Centers for Disease Control and Prevention, Division of HIV/AIDS Prevention, Atlanta, Georgia, United States of America.
PLoS One. 2014 Mar 13;9(3):e90111. doi: 10.1371/journal.pone.0090111. eCollection 2014.
Tenofovir-emtricitabine (TDF-FTC) pre-exposure prophylaxis (PrEP) has been found to be effective for prevention of HIV infection in several clinical trials. Two studies of TDF PrEP among men who have sex with men showed slight bone mineral density (BMD) loss. We investigated the effect of TDF and the interaction of TDF and hormonal contraception on BMD among HIV-uninfected African men and women.
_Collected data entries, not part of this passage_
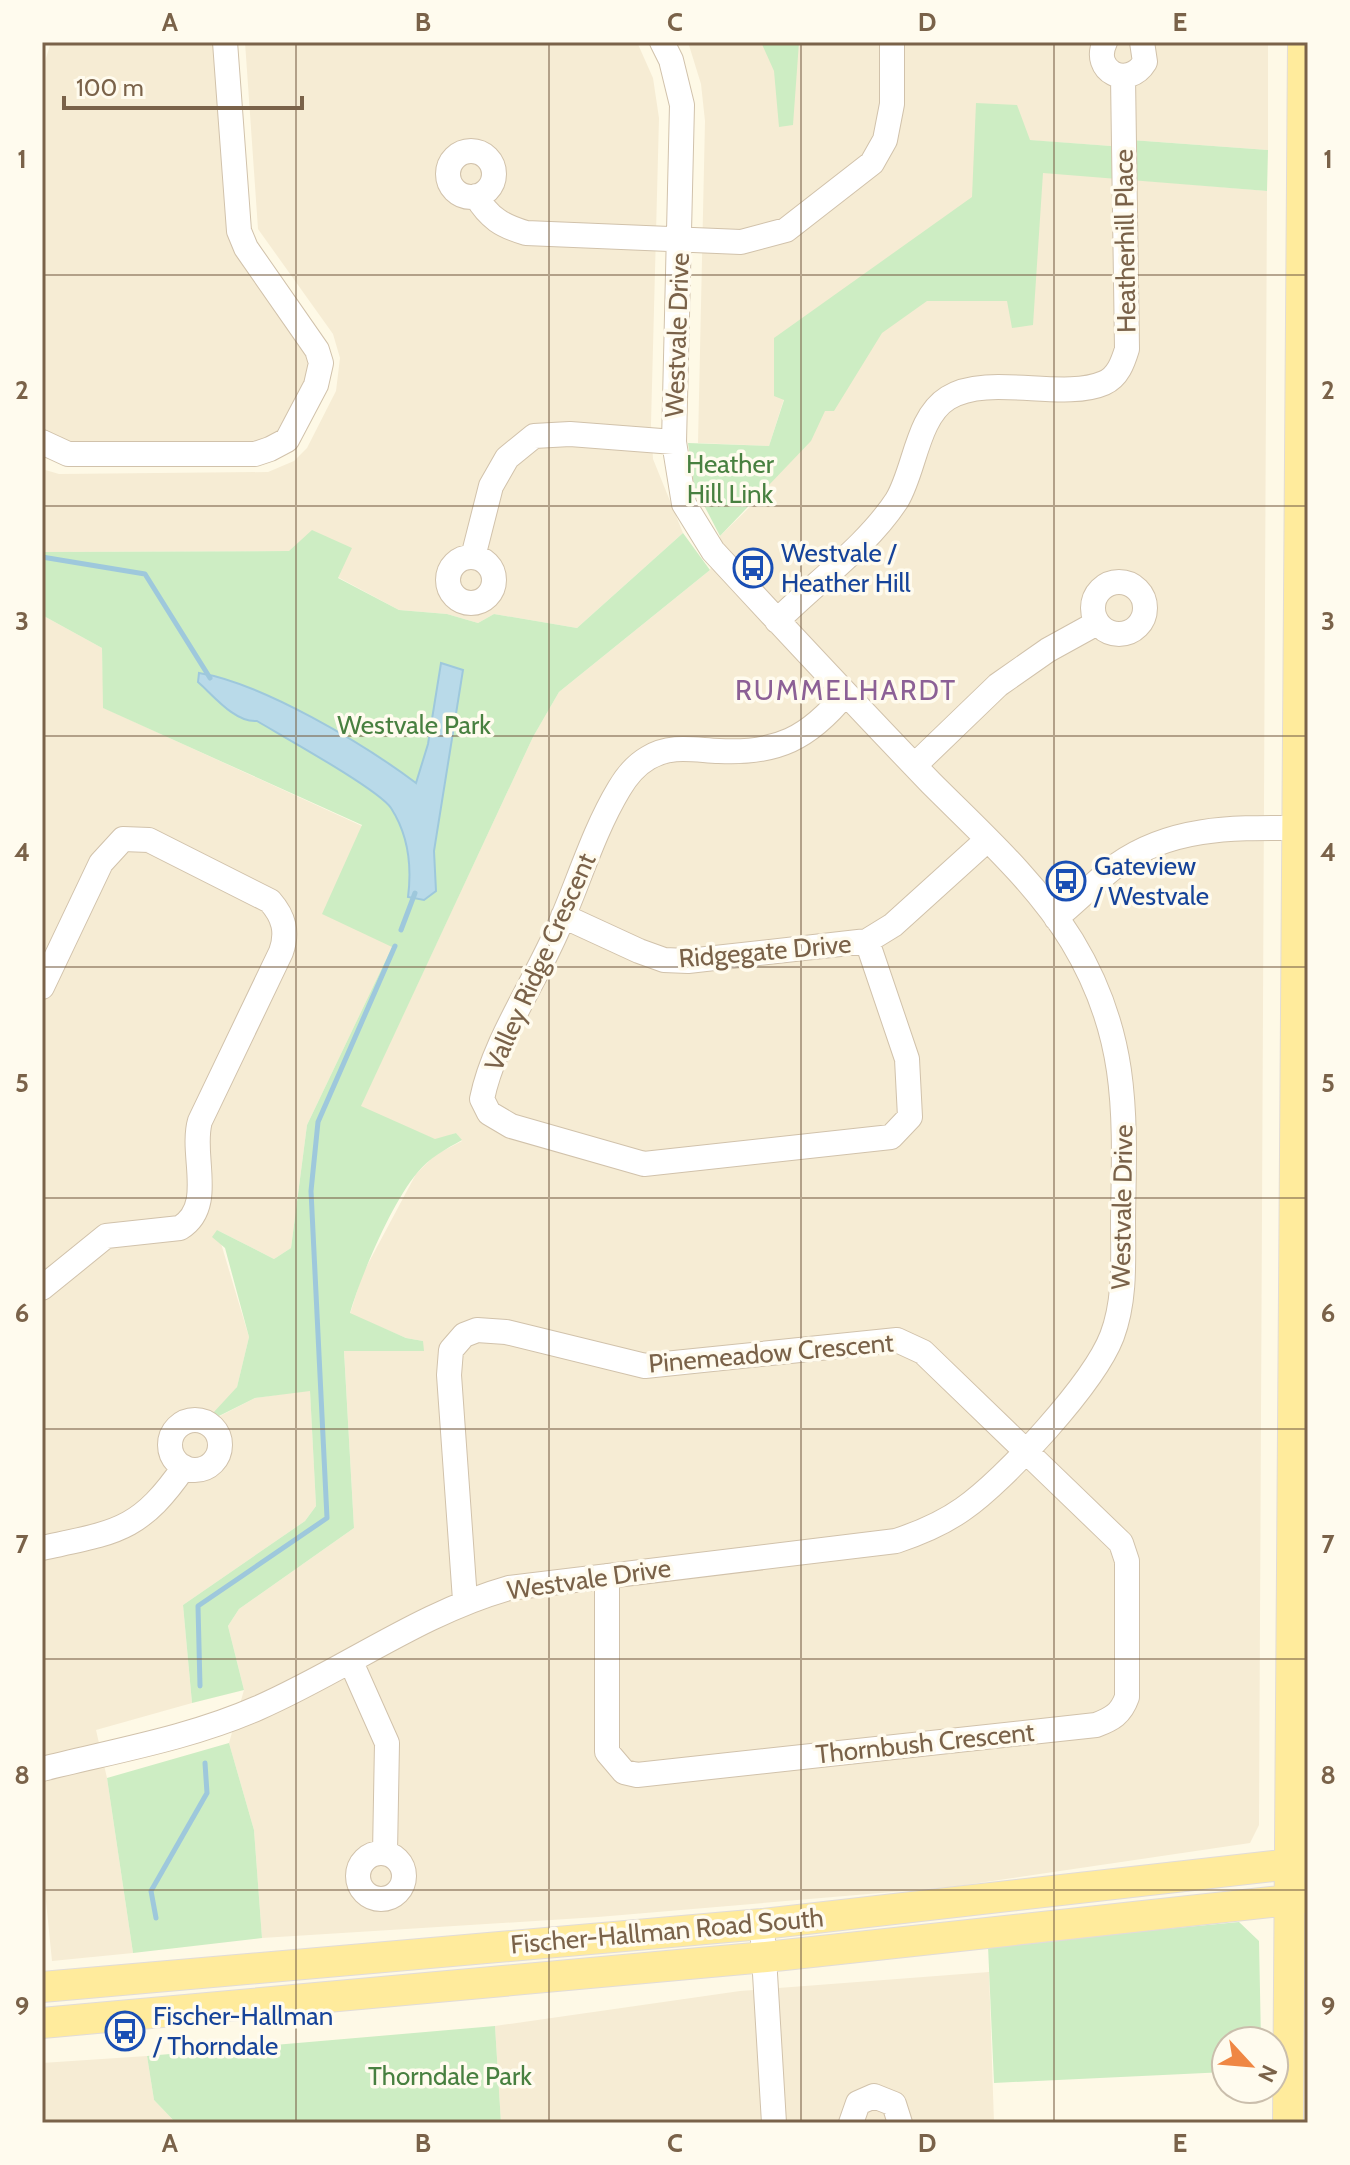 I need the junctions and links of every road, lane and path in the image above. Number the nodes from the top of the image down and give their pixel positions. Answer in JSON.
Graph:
{"nodes":[{"id":1,"x":225,"y":42,"type":"edge"},
{"id":2,"x":662,"y":42,"type":"edge"},
{"id":3,"x":892,"y":42,"type":"edge"},
{"id":4,"x":1105,"y":42,"type":"edge"},
{"id":5,"x":1142,"y":42,"type":"edge"},
{"id":6,"x":1303,"y":42,"type":"edge"},
{"id":7,"x":1123,"y":77,"type":"junction"},
{"id":8,"x":476,"y":196,"type":"dead end"},
{"id":9,"x":680,"y":242,"type":"junction"},
{"id":10,"x":42,"y":442,"type":"edge"},
{"id":11,"x":674,"y":442,"type":"junction"},
{"id":12,"x":473,"y":557,"type":"dead end"},
{"id":13,"x":777,"y":621,"type":"junction"},
{"id":14,"x":1097,"y":623,"type":"dead end"},
{"id":15,"x":845,"y":694,"type":"junction"},
{"id":16,"x":915,"y":765,"type":"junction"},
{"id":17,"x":1304,"y":828,"type":"edge"},
{"id":18,"x":987,"y":840,"type":"junction"},
{"id":19,"x":563,"y":916,"type":"junction"},
{"id":20,"x":1056,"y":918,"type":"junction"},
{"id":21,"x":867,"y":941,"type":"junction"},
{"id":22,"x":42,"y":987,"type":"edge"},
{"id":23,"x":42,"y":1288,"type":"edge"},
{"id":24,"x":1302,"y":1349,"type":"edge"},
{"id":25,"x":1024,"y":1450,"type":"junction"},
{"id":26,"x":184,"y":1467,"type":"dead end"},
{"id":27,"x":42,"y":1548,"type":"edge"},
{"id":28,"x":607,"y":1576,"type":"junction"},
{"id":29,"x":465,"y":1600,"type":"junction"},
{"id":30,"x":351,"y":1662,"type":"junction"},
{"id":31,"x":42,"y":1769,"type":"edge"},
{"id":32,"x":385,"y":1853,"type":"dead end"},
{"id":33,"x":1300,"y":1863,"type":"edge"},
{"id":34,"x":1300,"y":1899,"type":"edge"},
{"id":35,"x":762,"y":1924,"type":"junction"},
{"id":36,"x":766,"y":1957,"type":"junction"},
{"id":37,"x":42,"y":1987,"type":"edge"},
{"id":38,"x":42,"y":2023,"type":"edge"},
{"id":39,"x":774,"y":2123,"type":"edge"},
{"id":40,"x":851,"y":2123,"type":"edge"},
{"id":41,"x":900,"y":2123,"type":"edge"},
{"id":42,"x":1288,"y":2123,"type":"edge"}],
"edges":[{"from":1,"to":10,"type":"street"},
{"from":2,"to":9,"type":"street","name":"Westvale Drive"},
{"from":3,"to":9,"type":"street"},
{"from":4,"to":7,"type":"street"},
{"from":5,"to":7,"type":"street"},
{"from":6,"to":17,"type":"main road"},
{"from":7,"to":13,"type":"street","name":"Heatherhill Place"},
{"from":8,"to":9,"type":"street"},
{"from":9,"to":11,"type":"street","name":"Westvale Drive"},
{"from":11,"to":12,"type":"street"},
{"from":11,"to":13,"type":"street","name":"Westvale Drive"},
{"from":13,"to":15,"type":"street","name":"Westvale Drive"},
{"from":14,"to":16,"type":"street"},
{"from":15,"to":16,"type":"street","name":"Westvale Drive"},
{"from":15,"to":19,"type":"street","name":"Valley Ridge Crescent"},
{"from":16,"to":18,"type":"street","name":"Westvale Drive"},
{"from":17,"to":20,"type":"street"},
{"from":17,"to":24,"type":"main road"},
{"from":18,"to":20,"type":"street","name":"Westvale Drive"},
{"from":18,"to":21,"type":"street","name":"Ridgegate Drive"},
{"from":19,"to":21,"type":"street","name":"Ridgegate Drive"},
{"from":19,"to":21,"type":"street","name":"Valley Ridge Crescent"},
{"from":20,"to":25,"type":"street","name":"Westvale Drive"},
{"from":22,"to":23,"type":"street"},
{"from":24,"to":33,"type":"main road"},
{"from":25,"to":28,"type":"street","name":"Westvale Drive"},
{"from":25,"to":28,"type":"street","name":"Thornbush Crescent"},
{"from":25,"to":29,"type":"street","name":"Pinemeadow Crescent"},
{"from":26,"to":27,"type":"street"},
{"from":28,"to":29,"type":"street","name":"Westvale Drive"},
{"from":29,"to":30,"type":"street","name":"Westvale Drive"},
{"from":30,"to":31,"type":"street","name":"Westvale Drive"},
{"from":30,"to":32,"type":"street"},
{"from":33,"to":34,"type":"main road"},
{"from":33,"to":35,"type":"main road","name":"Fischer-Hallman Road South"},
{"from":34,"to":36,"type":"main road","name":"Fischer-Hallman Road South"},
{"from":34,"to":42,"type":"main road"},
{"from":35,"to":36,"type":"street"},
{"from":35,"to":37,"type":"main road","name":"Fischer-Hallman Road South"},
{"from":36,"to":38,"type":"main road","name":"Fischer-Hallman Road South"},
{"from":36,"to":39,"type":"street"},
{"from":40,"to":41,"type":"street"}]}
We evaluated the effects on BMD of using daily oral TDF-FTC compared to placebo among heterosexual men and women aged 18-29 years enrolled in the Botswana TDF2 PrEP study. Participants had BMD measurements at baseline and thereafter at 6-month intervals with dual-energy X-ray absorptiometry (DXA) scans at the hip, spine, and forearm.
A total of 220 participants (108 TDF-FTC, 112 placebo) had baseline DXA BMD measurements at three anatomic sites. Fifteen (6.8%) participants had low baseline BMD (z-score of <-2.0 at any anatomic site), including 3/114 women (2.6%) and 12/106 men (11.3%) (p = 0.02). Low baseline BMD was associated with being underweight (p = 0.02), having high blood urea nitrogen (p = 0.02) or high alkaline phosphatase (p = 0.03), and low creatinine clearance (p = 0.04). BMD losses of >3.0% at any anatomic site at any time after baseline were significantly greater for the TDF-FTC treatment group [34/68 (50.0%) TDF-FTC vs. 26/79 (32.9%) placebo; p = 0.04]. There was a small but significant difference in the mean percent change in BMD from baseline for TDF-FTC versus placebo at all three sites at month 30 [forearm -0.84% (p = 0.01), spine -1.62% (p = 0.0002), hip -1.51% (p = 0.003)].
Use of TDF-FTC was associated with a small but statistically significant decrease in BMD at the forearm, hip and lumbar spine. A high percentage (6.8%) of healthy Batswana young adults had abnormal baseline BMD Further evaluation is needed of the longer-term use of TDF in HIV-uninfected persons.
ClinicalTrials.gov NCT00448669.
在多项临床试验中,替诺福韦-恩曲他滨(TDF-FTC)暴露前预防(PrEP)已被证明对预防HIV感染有效。两项针对男男性行为者的TDF PrEP研究显示骨矿物质密度(BMD)略有下降。我们调查了TDF以及TDF与激素避孕之间的相互作用对未感染HIV的非洲男性和女性BMD的影响。
在博茨瓦纳TDF2 PrEP研究中,我们评估了18至29岁的异性恋男性和女性中,每日口服TDF-FTC与安慰剂相比对BMD的影响。参与者在基线时进行BMD测量,此后每隔6个月通过双能X线吸收法(DXA)扫描测量髋部、脊柱和前臂的BMD。
共有220名参与者(108名接受TDF-FTC,112名接受安慰剂)在三个解剖部位进行了基线DXA BMD测量。15名(6.8%)参与者基线BMD较低(任何解剖部位的z评分<-2.0),包括3/114名女性(2.6%)和12/106名男性(11.3%)(p = 0.02)。基线BMD较低与体重过轻(p = 0.02)、血尿素氮升高(p = 0.02)或碱性磷酸酶升高(p = 0.03)以及肌酐清除率降低(p = 0.04)有关。基线后任何时间任何解剖部位BMD损失>3.0%的情况在TDF-FTC治疗组中显著更多[34/68(50.0%)TDF-FTC vs. 26/79(32.9%)安慰剂;p = 0.04]。在第30个月时,TDF-FTC与安慰剂相比,在所有三个部位BMD从基线的平均变化百分比存在小但显著的差异[前臂-0.84%(p = 0.01),脊柱-1.62%(p = 0.0002),髋部-1.51%(p = 0.003)]。
使用TDF-FTC与前臂、髋部和腰椎的BMD出现小但具有统计学意义的下降有关。相当比例(6.8%)的健康博茨瓦纳年轻人基线BMD异常。需要对未感染HIV者长期使用TDF进行进一步评估。
ClinicalTrials.gov NCT00448669。